Ao concluir o tempo litúrgico do Natal, o papa Francisco recebeu o Corpo Diplomático acreditado junto à Santa Sé e falou sobre a paz, palavra que “ressoa particularmente nas duas festas cristãs principais. Ouvimo-la no canto dos anjos que, durante a noite, anunciam o nascimento do Salvador e recebêmo-la da voz de Jesus ressuscitado”.

“A paz”, disse o papa, “é, primariamente, um dom de Deus (...); mas ao mesmo tempo é uma responsabilidade nossa”. Na opinião do papa, é “uma palavra tão frágil, que, ao mesmo tempo, se revela exigente e densa de significado” e “está cada vez mais ameaçada, fragilizada e parcialmente perdida”.

Francisco, que reiterou como em outras ocasiões ao longo do seu pontificado que o mundo vive uma “terceira guerra mundial em pedaços”, focou antes de tudo em denunciar a situação em Israel e na Palestina, para condenar “o ataque terrorista contra o população de Israel” pelo grupo terrorista Hamas em 7 de outubro e denunciou “a forte resposta militar israelense” que resultou na “morte de dezenas de milhares de palestinos”, segundo dados do Hamas, que governa a Faixa de Gaza, e causou “uma situação humanitária gravíssima com sofrimentos inimagináveis”.

O papa Francisco falou da importância do reconhecimento de dois Estados no território e do reconhecimento de “um estatuto especial, garantido internacionalmente, para a Cidade de Jerusalém”.

A criação de dois Estados com Jerusalém como cidade internacional no que até então era um protetorado britânico foi aprovada pelas Nações Unidas em 1948. Os judeus aceitaram imediatamente a solução e fundaram Israel. Os países árabes recusaram a presença de um Estado judeu na região e rechaçaram a decisão da ONU. Egito, Jordânia e Síria invadiram a parte destinada a um Estado árabe e iniciaram uma série de guerras contra Israel.

A guerra da Rússia contra a Ucrânia

“A guerra em grande escala da Federação Russa contra a Ucrânia” foi o centro de um segundo bloco do discurso de Francisco, que disse que “não se pode deixar continuar um conflito, que se está gangrenando cada vez mais”.

O papa acrescentou que “é preciso que se ponha termo à tragédia em curso através da negociação, no respeito pelo direito internacional”.

Em relação ao continente africano, o papa referiu-se às “múltiplas crises humanitárias” na região subsaariana, aos “efeitos devastadores das mudanças climáticas”, aos golpes de Estado militares ocorridos em vários países e aos “processos eleitorais caracterizados por corrupção, intimidação e violência.” Em particular, o papa chamou a atenção para a situação na Etiópia e no Sudão.

Venezuela e Nicarágua

No seu discurso, também denunciou “as fortes tensões” entre os países americanos, e citou especificamente o conflito entre a Venezuela e a Guiana, bem como os “fenômenos de polarização que comprometem a harmonia social” no Peru.

Falando da Nicarágua, o papa não fez referência explícita à situação dos bispos presos, embora tenha observado: “Suscita preocupação ainda a situação na Nicarágua: uma crise que se prolonga no tempo com amargas consequências para toda a sociedade nicaraguense, particularmente para a Igreja Católica.
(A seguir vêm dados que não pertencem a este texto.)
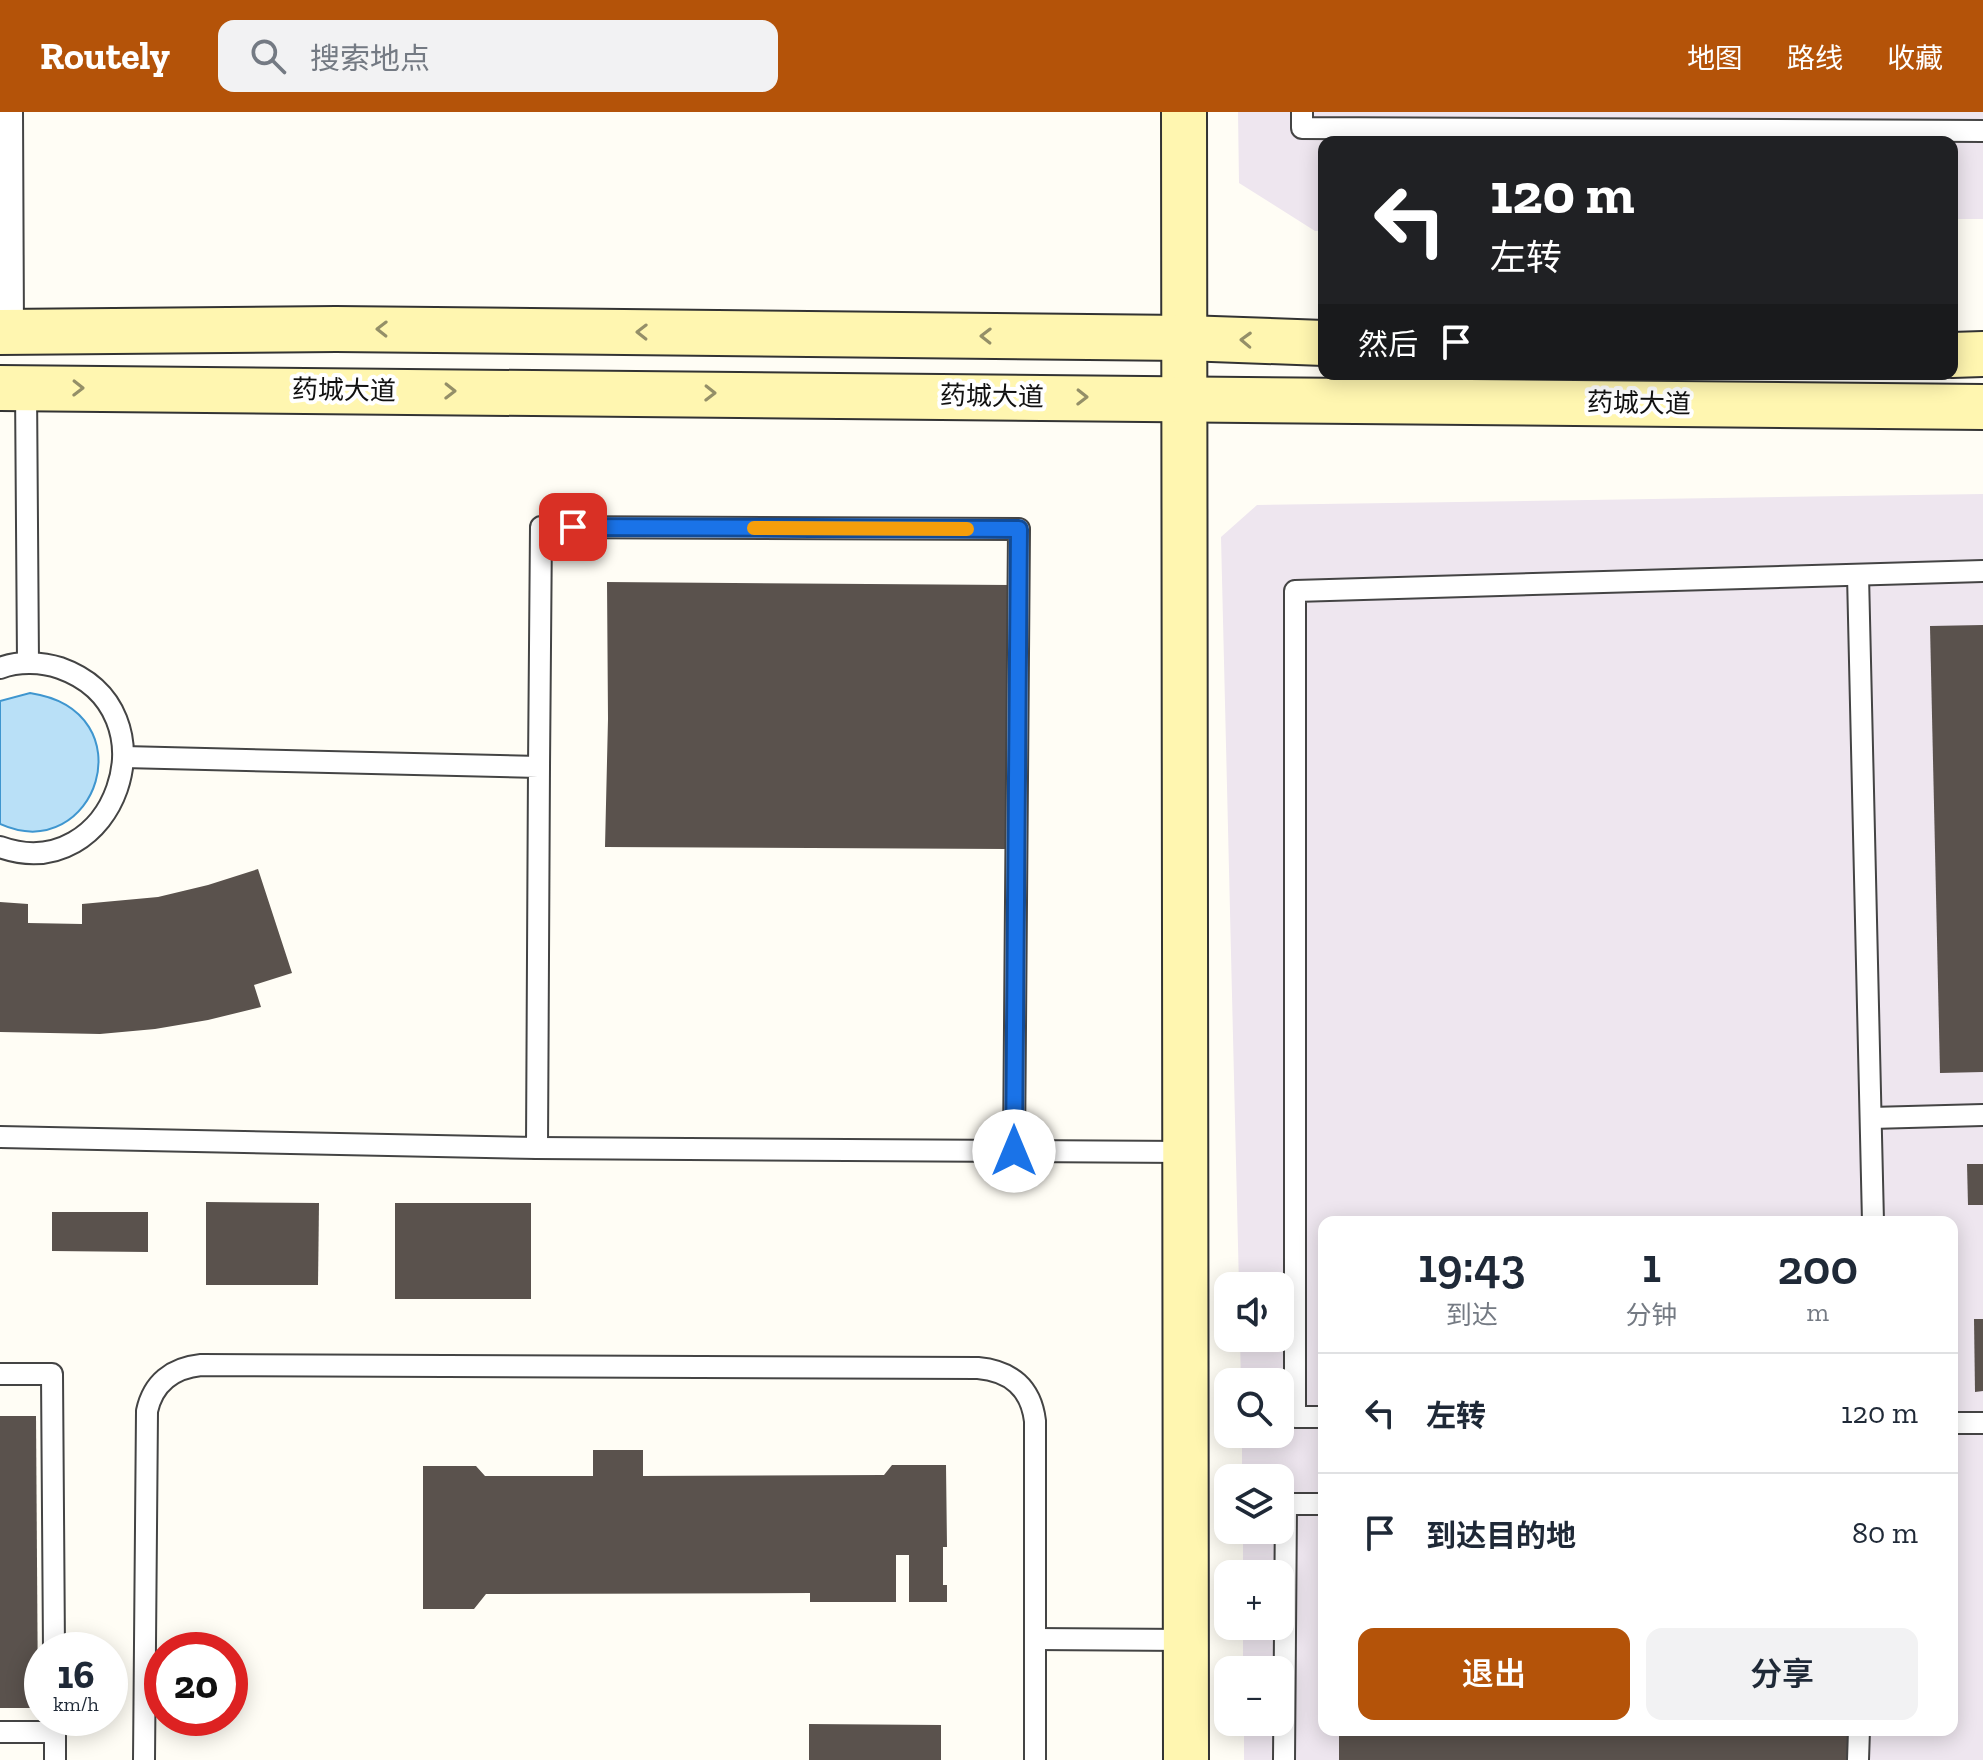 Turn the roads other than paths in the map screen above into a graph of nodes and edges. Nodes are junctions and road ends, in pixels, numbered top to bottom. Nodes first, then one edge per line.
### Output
1 (3, 112) edge
2 (1184, 112) edge
3 (1302, 112) edge
4 (1891, 121) edge
5 (1983, 131) edge
6 (2, 332) edge
7 (1185, 338) junction
8 (1318, 343) edge
9 (1983, 354) edge
10 (1958, 355) edge
11 (13, 388) edge
12 (1185, 398) junction
13 (1983, 407) edge
14 (1983, 571) edge
15 (1858, 575) junction
16 (28, 663) junction
17 (0, 668) edge
18 (124, 757) junction
19 (539, 767) junction
20 (0, 847) edge
21 (1983, 1115) edge
22 (1871, 1118) junction
23 (0, 1137) edge
24 (537, 1148) junction
25 (1014, 1151) junction
26 (1186, 1152) junction
27 (1873, 1216) edge
28 (0, 1374) edge
29 (1318, 1417) edge
30 (1958, 1423) edge
31 (1983, 1423) edge
32 (1318, 1504) edge
33 (54, 1632) edge
34 (1035, 1639) junction
35 (1186, 1640) junction
36 (24, 1729) edge
37 (0, 1732) edge
38 (55, 1736) edge
39 (1859, 1736) edge
40 (55, 1760) edge
41 (144, 1760) edge
42 (1035, 1760) edge
43 (1186, 1760) edge
44 (1284, 1760) edge
45 (1858, 1760) edge

1 - 6 street
2 - 7 main road
3 - 4 lane
4 - 5 lane
7 -> 6 main road
8 -> 7 main road
7 - 12 main road
9 - 10 main road
11 -> 12 main road, 药城大道
11 - 16 lane
12 - 13 main road, 药城大道
12 - 26 main road
14 - 15 lane
15 - 22 lane
15 - 29 lane
16 - 17 lane
16 - 18 lane
18 - 19 lane
18 - 20 lane
19 - 24 lane
19 - 25 lane
21 - 22 lane
22 - 27 lane
23 - 24 lane
24 - 25 lane
25 - 26 lane
26 - 35 main road
28 - 33 lane
30 - 31 lane
32 - 44 lane
34 - 35 lane
34 - 41 lane
34 - 42 lane
35 - 43 main road
36 - 37 lane
38 - 40 lane
39 - 45 lane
A Santa Sé não cessa de convidar a um diálogo diplomático respeitoso pelo bem dos católicos e de toda a população”.

Para o papa, as vítimas civis não são “danos colaterais”, mas “são homens e mulheres com nomes e sobrenomes que perdem a vida. São crianças que ficam órfãs e privadas do futuro. São pessoas que padecem a fome, a sede e o frio ou que ficam mutiladas por causa da potência das armas modernas”. Se se pudesse compreender isso, disse o papa, “veríamos a guerra como ela é: nada mais que uma enorme tragédia e ‘um massacre inútil’, que fere a dignidade de toda a pessoa nesta terra”.

Outras ameaças à paz

O papa citou ainda algumas ameaças à paz, entre as quais a disponibilidade de armas, especialmente as nucleares, a fome “que ainda hoje atinge regiões inteiras da terra” e “a exploração dos recursos naturais, que enriquece a poucos, deixando na miséria e na pobreza populações inteiras”.
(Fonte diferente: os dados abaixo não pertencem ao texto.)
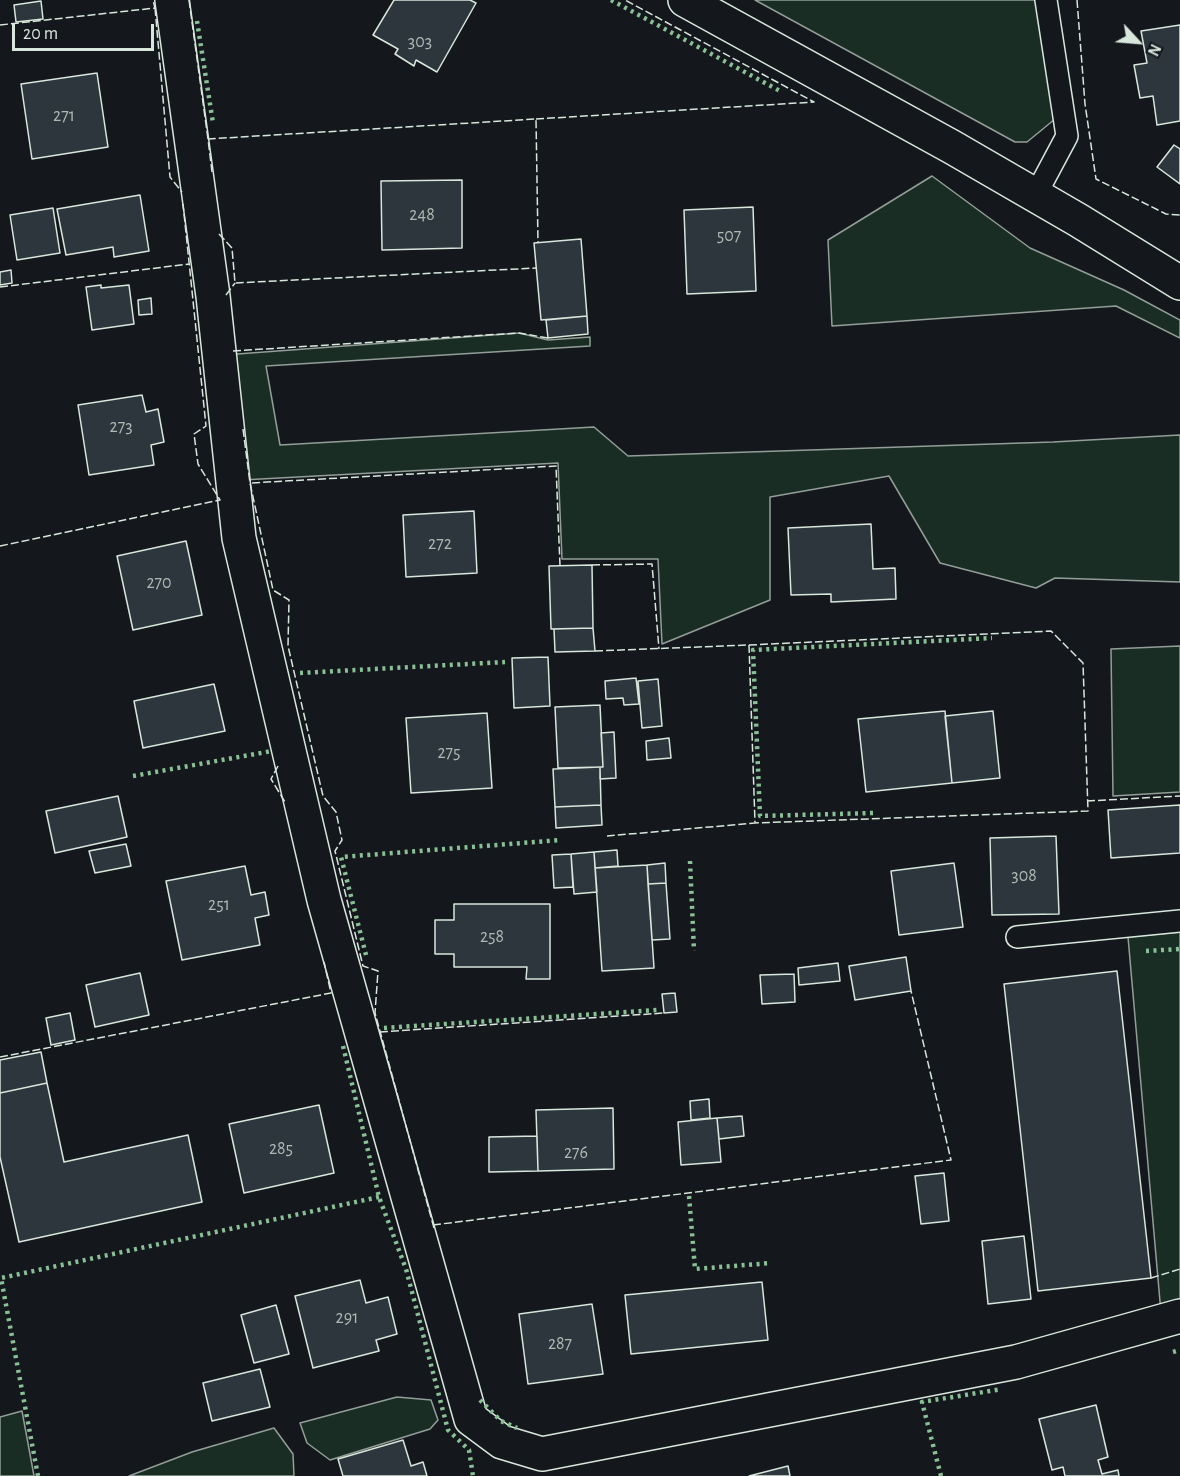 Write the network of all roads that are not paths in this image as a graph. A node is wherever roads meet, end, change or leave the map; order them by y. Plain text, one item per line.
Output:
1 (172, 0) edge
2 (685, 0) edge
3 (1046, 0) edge
4 (1035, 195) junction
5 (1180, 283) edge
6 (1180, 921) edge
7 (1017, 937) dead end
8 (1180, 1316) edge

1 - 8 street
2 - 4 street
3 - 4 lane
4 - 5 street
6 - 7 lane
Francisco também falou das catástrofes naturais e ambientais. Para ele, “a crise climática exige uma resposta cada vez mais urgente e requer o pleno envolvimento de todos”. “O cuidado da criação e a paz ‘são as questões mais urgentes e estão interligadas’”, acrescentou.

O papa falou dos migrantes e se referiu especialmente às rotas que atravessam o deserto do Saara, a selva de Darién entre a Colômbia e o Panamá ou a fronteira mexicano-americana. Ele destacou principalmente a situação do mar Mediterrâneo, que “se tornou um grande cemitério na última década”.

Para o papa, o caminho para a paz exige o respeito pela vida humana e pelos direitos humanos “livres de colonização ideológica”; recorrer ao diálogo político, social e inter-religioso e considerar o papel da educação, especialmente no que diz respeito ao uso ético das novas tecnologias.